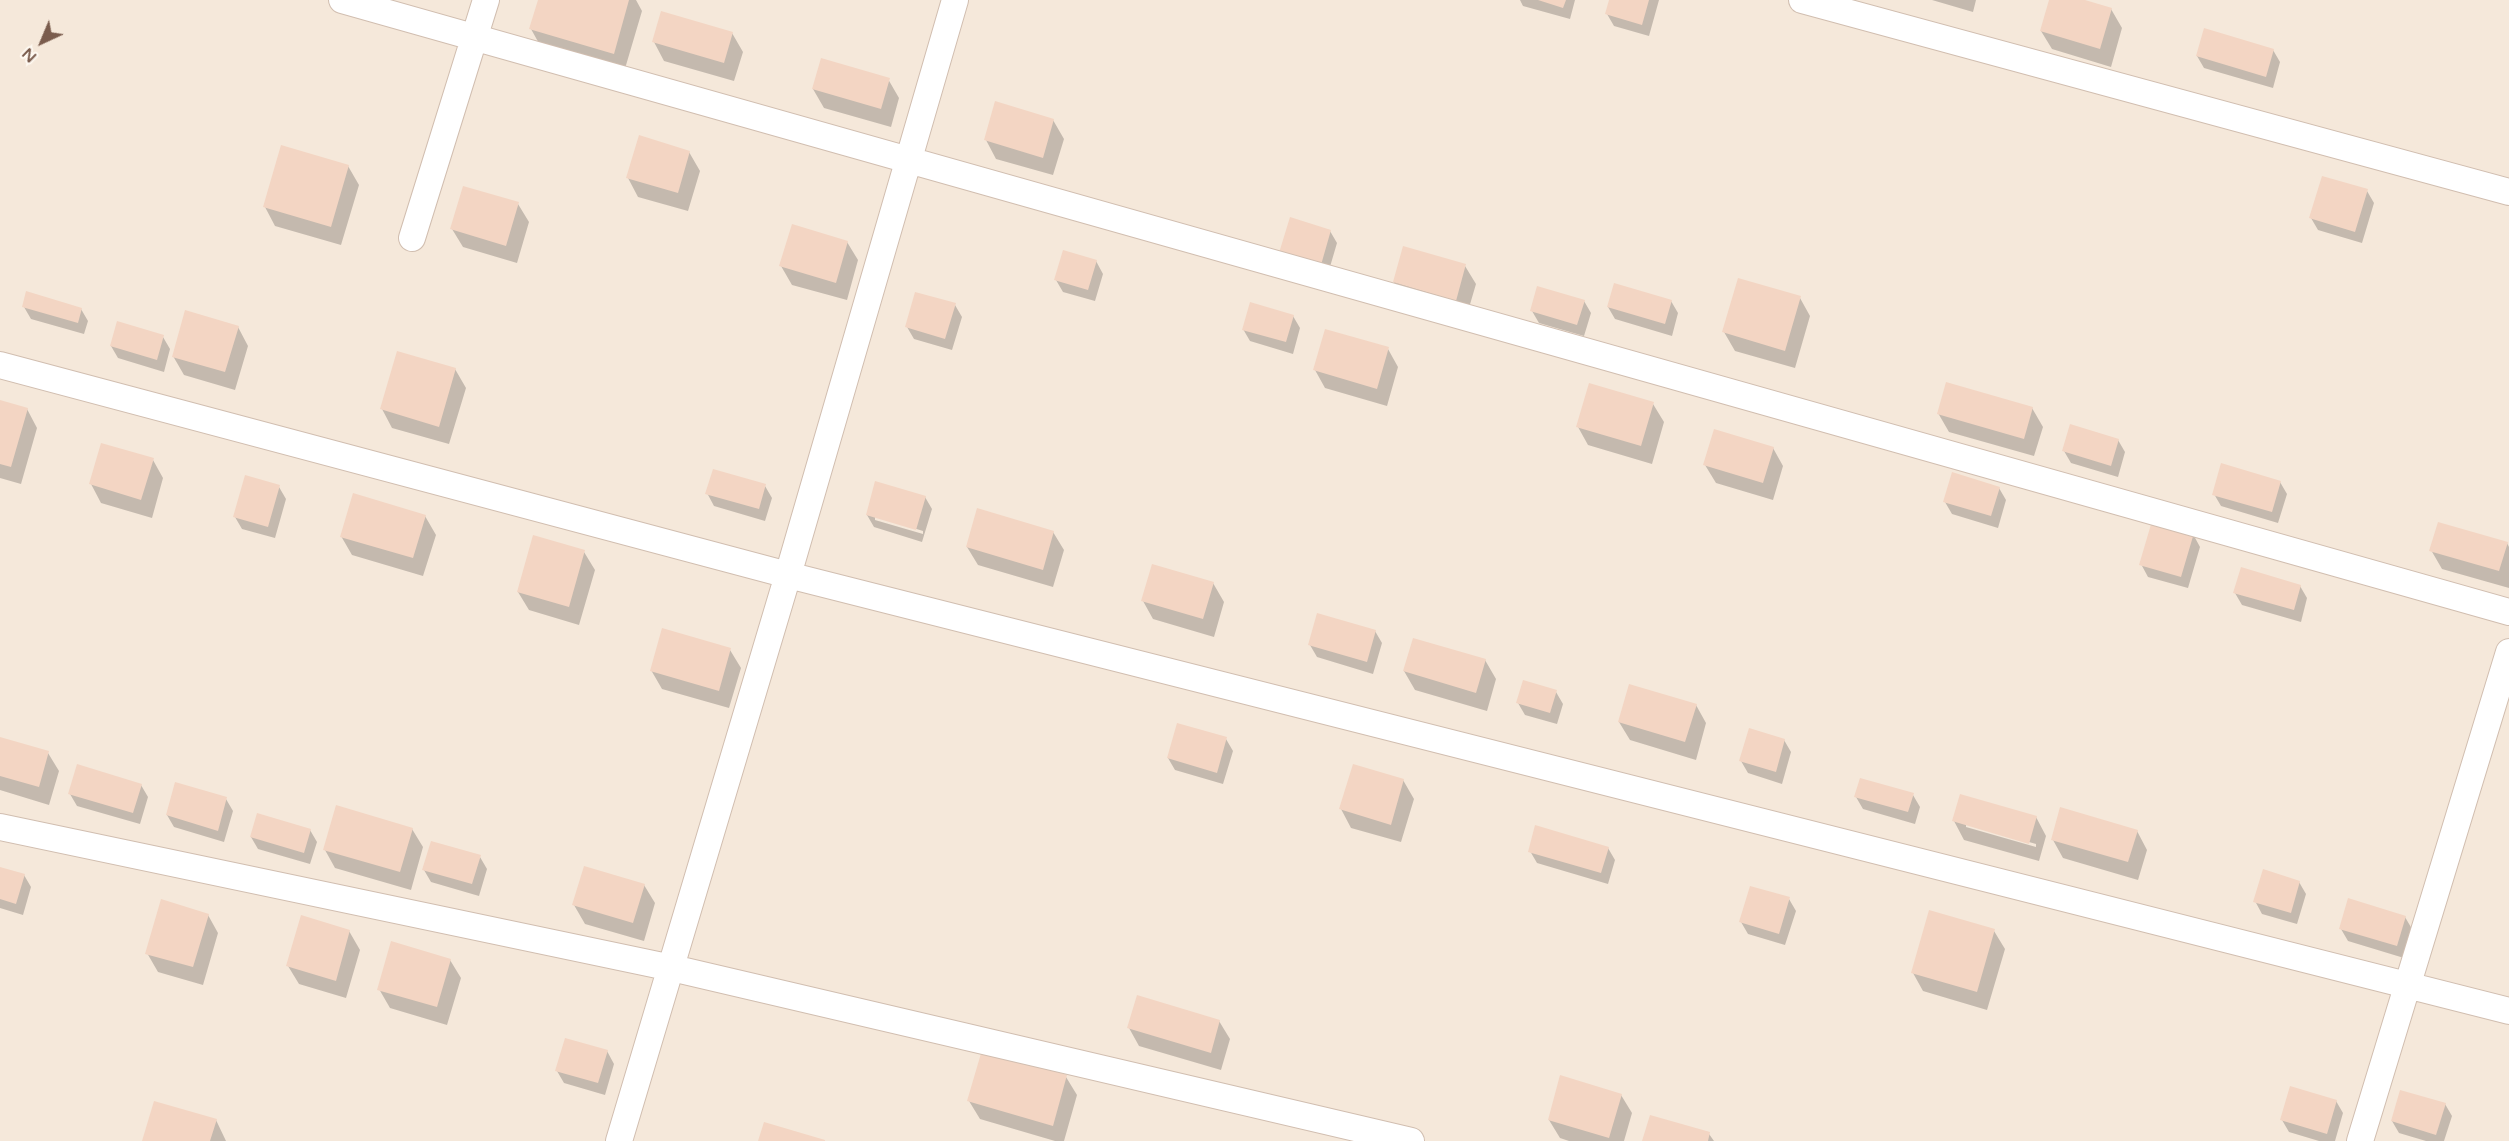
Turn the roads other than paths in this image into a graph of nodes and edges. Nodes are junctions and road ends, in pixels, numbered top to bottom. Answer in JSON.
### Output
{"nodes":[{"id":1,"x":342,"y":0,"type":"edge"},
{"id":2,"x":486,"y":0,"type":"edge"},
{"id":3,"x":955,"y":0,"type":"edge"},
{"id":4,"x":1802,"y":0,"type":"edge"},
{"id":5,"x":476,"y":38,"type":"junction"},
{"id":6,"x":910,"y":160,"type":"junction"},
{"id":7,"x":2509,"y":192,"type":"edge"},
{"id":8,"x":412,"y":238,"type":"dead end"},
{"id":9,"x":0,"y":365,"type":"edge"},
{"id":10,"x":788,"y":575,"type":"junction"},
{"id":11,"x":2509,"y":612,"type":"edge"},
{"id":12,"x":2509,"y":652,"type":"edge"},
{"id":13,"x":0,"y":827,"type":"edge"},
{"id":14,"x":672,"y":968,"type":"junction"},
{"id":15,"x":2408,"y":984,"type":"junction"},
{"id":16,"x":2509,"y":1011,"type":"edge"},
{"id":17,"x":619,"y":1141,"type":"edge"},
{"id":18,"x":1411,"y":1141,"type":"edge"},
{"id":19,"x":2360,"y":1141,"type":"edge"}],
"edges":[{"from":1,"to":5,"type":"street"},
{"from":2,"to":5,"type":"street"},
{"from":3,"to":6,"type":"street"},
{"from":4,"to":7,"type":"street"},
{"from":5,"to":6,"type":"street"},
{"from":5,"to":8,"type":"street"},
{"from":6,"to":10,"type":"street"},
{"from":6,"to":11,"type":"street"},
{"from":9,"to":10,"type":"street"},
{"from":10,"to":14,"type":"street"},
{"from":10,"to":15,"type":"street"},
{"from":12,"to":15,"type":"street"},
{"from":13,"to":14,"type":"street"},
{"from":14,"to":17,"type":"street"},
{"from":14,"to":18,"type":"street"},
{"from":15,"to":16,"type":"street"},
{"from":15,"to":19,"type":"street"}]}
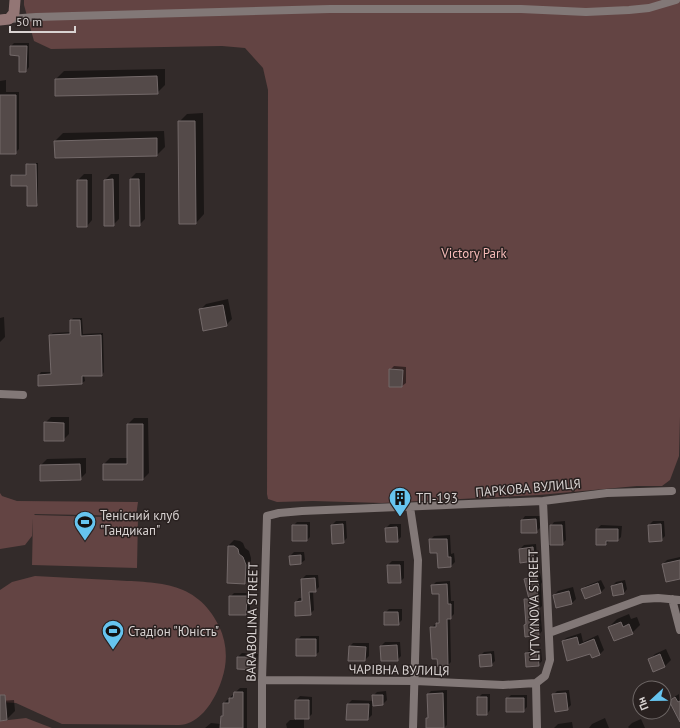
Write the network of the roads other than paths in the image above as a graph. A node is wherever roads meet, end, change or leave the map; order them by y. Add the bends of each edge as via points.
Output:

» **Activity**: In the records above, find every line with the word "other" and copy it.

» **Response area**:
Turn the roads other than paths in this image into a graph of nodes and edges. Nodes are junctions and road ends, in pixels, numbered top to bottom. Answer in JSON.
Write the network of the roads other than paths in the image above as a graph. A node is wherever roads meet, end, change or leave the map; order them by y. Add the bends of each edge as via points.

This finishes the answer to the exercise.